Lk 17:7-10
‘Which of you, with a servant ploughing or minding sheep, would say to him when he returned from the fields, “Come and have your meal at once”? Would he not be more likely to say, “Get my supper ready; fasten your belt and wait on me while I eat and drink. You yourself can eat and drink afterwards”? Must he be grateful to the servant for doing what he was told? So with you: when you have done all you have been told to do, say, “We are useless servants: we have done no more than our duty.”‘ There is hardly a text in the New Testament that can lead us so clearly into humility, because it places us in the reality of our existence in the following of the Lord! Whatever the Lord entrusts us with – even if it is the greatest task – it is important for us to realise this Word in depth. We only do what is our task, and any personal elevation and the associated building up of one’s own person is of evil! We owe it to the love of God to do what is ours in order to carry out the ministry! How God in his infinite generosity rewards and evaluates us, we will see in eternity! Let us hope that our reward will be to be very close to him! In the meantime, we will do what we have been asked to do by looking at him!
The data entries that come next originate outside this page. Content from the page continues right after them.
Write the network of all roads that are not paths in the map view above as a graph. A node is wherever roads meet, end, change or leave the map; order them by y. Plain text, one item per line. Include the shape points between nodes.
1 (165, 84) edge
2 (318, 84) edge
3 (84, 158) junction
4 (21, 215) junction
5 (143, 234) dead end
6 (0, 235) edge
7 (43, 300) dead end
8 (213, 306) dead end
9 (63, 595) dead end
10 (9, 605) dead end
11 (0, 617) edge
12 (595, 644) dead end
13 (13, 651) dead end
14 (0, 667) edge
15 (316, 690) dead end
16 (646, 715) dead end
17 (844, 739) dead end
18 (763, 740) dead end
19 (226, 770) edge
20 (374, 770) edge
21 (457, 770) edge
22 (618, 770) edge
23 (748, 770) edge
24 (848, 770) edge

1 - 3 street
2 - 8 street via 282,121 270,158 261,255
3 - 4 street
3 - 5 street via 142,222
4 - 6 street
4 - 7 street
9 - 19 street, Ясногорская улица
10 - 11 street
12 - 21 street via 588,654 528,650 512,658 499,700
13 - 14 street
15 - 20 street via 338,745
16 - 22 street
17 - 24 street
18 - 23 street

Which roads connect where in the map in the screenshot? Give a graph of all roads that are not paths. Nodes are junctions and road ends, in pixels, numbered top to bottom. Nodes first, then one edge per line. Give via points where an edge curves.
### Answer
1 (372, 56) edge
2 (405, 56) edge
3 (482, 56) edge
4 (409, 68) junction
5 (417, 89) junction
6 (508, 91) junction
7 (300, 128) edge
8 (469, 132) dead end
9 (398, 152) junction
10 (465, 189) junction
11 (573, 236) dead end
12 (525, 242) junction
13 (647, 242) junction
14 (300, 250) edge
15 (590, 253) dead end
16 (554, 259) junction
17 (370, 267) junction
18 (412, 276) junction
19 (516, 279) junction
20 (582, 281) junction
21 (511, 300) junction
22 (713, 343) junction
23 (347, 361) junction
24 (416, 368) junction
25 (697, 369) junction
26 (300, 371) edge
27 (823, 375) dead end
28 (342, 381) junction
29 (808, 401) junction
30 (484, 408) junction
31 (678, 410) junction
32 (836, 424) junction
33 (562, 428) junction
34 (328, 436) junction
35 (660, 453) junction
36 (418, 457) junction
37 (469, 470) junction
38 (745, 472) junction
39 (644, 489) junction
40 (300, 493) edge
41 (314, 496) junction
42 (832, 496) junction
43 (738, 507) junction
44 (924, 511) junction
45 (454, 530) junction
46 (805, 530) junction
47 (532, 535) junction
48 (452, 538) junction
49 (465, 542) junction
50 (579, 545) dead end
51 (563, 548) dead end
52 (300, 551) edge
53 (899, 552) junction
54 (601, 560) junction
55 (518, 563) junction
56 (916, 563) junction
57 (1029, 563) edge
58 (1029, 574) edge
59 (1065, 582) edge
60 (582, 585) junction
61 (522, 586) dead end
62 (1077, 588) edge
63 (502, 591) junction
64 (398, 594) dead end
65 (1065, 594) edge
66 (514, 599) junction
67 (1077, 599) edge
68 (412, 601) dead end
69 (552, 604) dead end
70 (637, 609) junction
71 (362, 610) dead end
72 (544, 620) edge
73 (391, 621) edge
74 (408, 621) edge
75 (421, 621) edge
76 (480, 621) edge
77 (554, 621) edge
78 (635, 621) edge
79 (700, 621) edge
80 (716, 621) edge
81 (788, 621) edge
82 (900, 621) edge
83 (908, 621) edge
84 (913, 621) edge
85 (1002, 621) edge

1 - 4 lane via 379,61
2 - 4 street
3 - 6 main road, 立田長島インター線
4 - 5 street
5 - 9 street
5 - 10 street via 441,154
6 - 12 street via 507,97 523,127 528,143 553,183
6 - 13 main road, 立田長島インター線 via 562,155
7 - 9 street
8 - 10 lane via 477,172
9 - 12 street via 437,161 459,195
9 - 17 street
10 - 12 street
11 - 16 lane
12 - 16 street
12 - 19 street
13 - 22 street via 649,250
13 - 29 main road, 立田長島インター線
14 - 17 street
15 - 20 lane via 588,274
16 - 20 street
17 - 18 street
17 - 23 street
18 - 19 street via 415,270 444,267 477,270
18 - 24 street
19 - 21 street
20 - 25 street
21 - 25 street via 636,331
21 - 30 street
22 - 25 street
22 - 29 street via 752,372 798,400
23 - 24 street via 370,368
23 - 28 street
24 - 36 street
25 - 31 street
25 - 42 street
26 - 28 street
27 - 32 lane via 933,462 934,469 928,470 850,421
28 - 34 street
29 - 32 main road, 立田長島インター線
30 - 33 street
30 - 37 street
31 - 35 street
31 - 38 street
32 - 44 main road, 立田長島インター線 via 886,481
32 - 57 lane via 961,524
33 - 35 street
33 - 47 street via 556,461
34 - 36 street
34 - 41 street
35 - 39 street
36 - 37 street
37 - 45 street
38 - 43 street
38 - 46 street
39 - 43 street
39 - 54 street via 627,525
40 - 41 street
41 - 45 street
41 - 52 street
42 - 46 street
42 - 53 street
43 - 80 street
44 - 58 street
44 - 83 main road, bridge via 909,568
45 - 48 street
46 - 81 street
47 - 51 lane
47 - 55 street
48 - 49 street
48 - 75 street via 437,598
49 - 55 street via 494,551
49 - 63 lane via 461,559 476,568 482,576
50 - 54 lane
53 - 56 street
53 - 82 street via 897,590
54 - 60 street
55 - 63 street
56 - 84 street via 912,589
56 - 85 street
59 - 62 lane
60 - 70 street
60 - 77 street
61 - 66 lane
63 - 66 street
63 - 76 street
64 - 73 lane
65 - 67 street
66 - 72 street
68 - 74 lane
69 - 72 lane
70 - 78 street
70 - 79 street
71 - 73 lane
Don’t get it wrong: it is not a question of taking the attitude of an oppressed slave and obeying the Lord in bondage! But we can consider this word as an advice from the Lord to counter the great danger of pride! Pride is the real and dangerous evil that can afflict us. We remember that it was pride that made Satan no longer want to serve; and pride – namely, wanting to be like God (cf. Gen 3:5) – also played a mayor part in original sin!
But how can we overcome this pride, which accompanies us so easily and quickly implants itself in our heart? Let us take the example given to us as learning on this path:
We notice that we have done something well. The joy of it is legal! But in order to avoid the pride that would then lead to the exaltation of one’s own person, we must first thank the Lord! Only with his help – be it direct or indirect – was the good deed possible! Even in the first step, gratitude prevents us from looking at ourselves and raising our own person. If we consciously owe someone else – namely the Lord – then we open our inner being to God and realise the given situation in the right way!
Then one can hide behind the good work, so to speak, i.e. one does not expose it in order to provoke corresponding reactions in other people. We have only done our duty, and all the praiseworthy things that have happened should be attributed to the Lord! If other people praise us, then we carry this to God and put it in the right proportion!
It will be unavoidable that proud and vain feelings will still beset us. We can, however, refuse to give them our approval and overcome them in prayer. Here prayer is also a kind of spiritual self-education to lead us into the right attitude before God. It is helpful to invoke the Holy Spirit and also to meditate on appropriate passages of the Holy Scriptures. In time the unwelcomed thoughts and feelings will then become weaker, because we have refused to give our affirmation to them! The Lord knows our efforts and will look at our intention and not at feelings and thoughts we do not want!
By consistently distancing ourselves from all attitudes within us that are in conflict with the way of following Christ, and by practising the right attitudes with the help of God, we also participate in our inner purification. For when we encounter our pride and the corresponding thoughts and feelings in concrete cases with the invocation of the Holy Spirit, then the pride becomes weaker and we have taken steps in the right direction!
How liberating it will be when this Word of the Lord becomes more and more realised in us and we do everything without attracting attention, without being fixed on us and without having to boast – just when we do everything for the glory of the Lord, praise to him now and in eternity.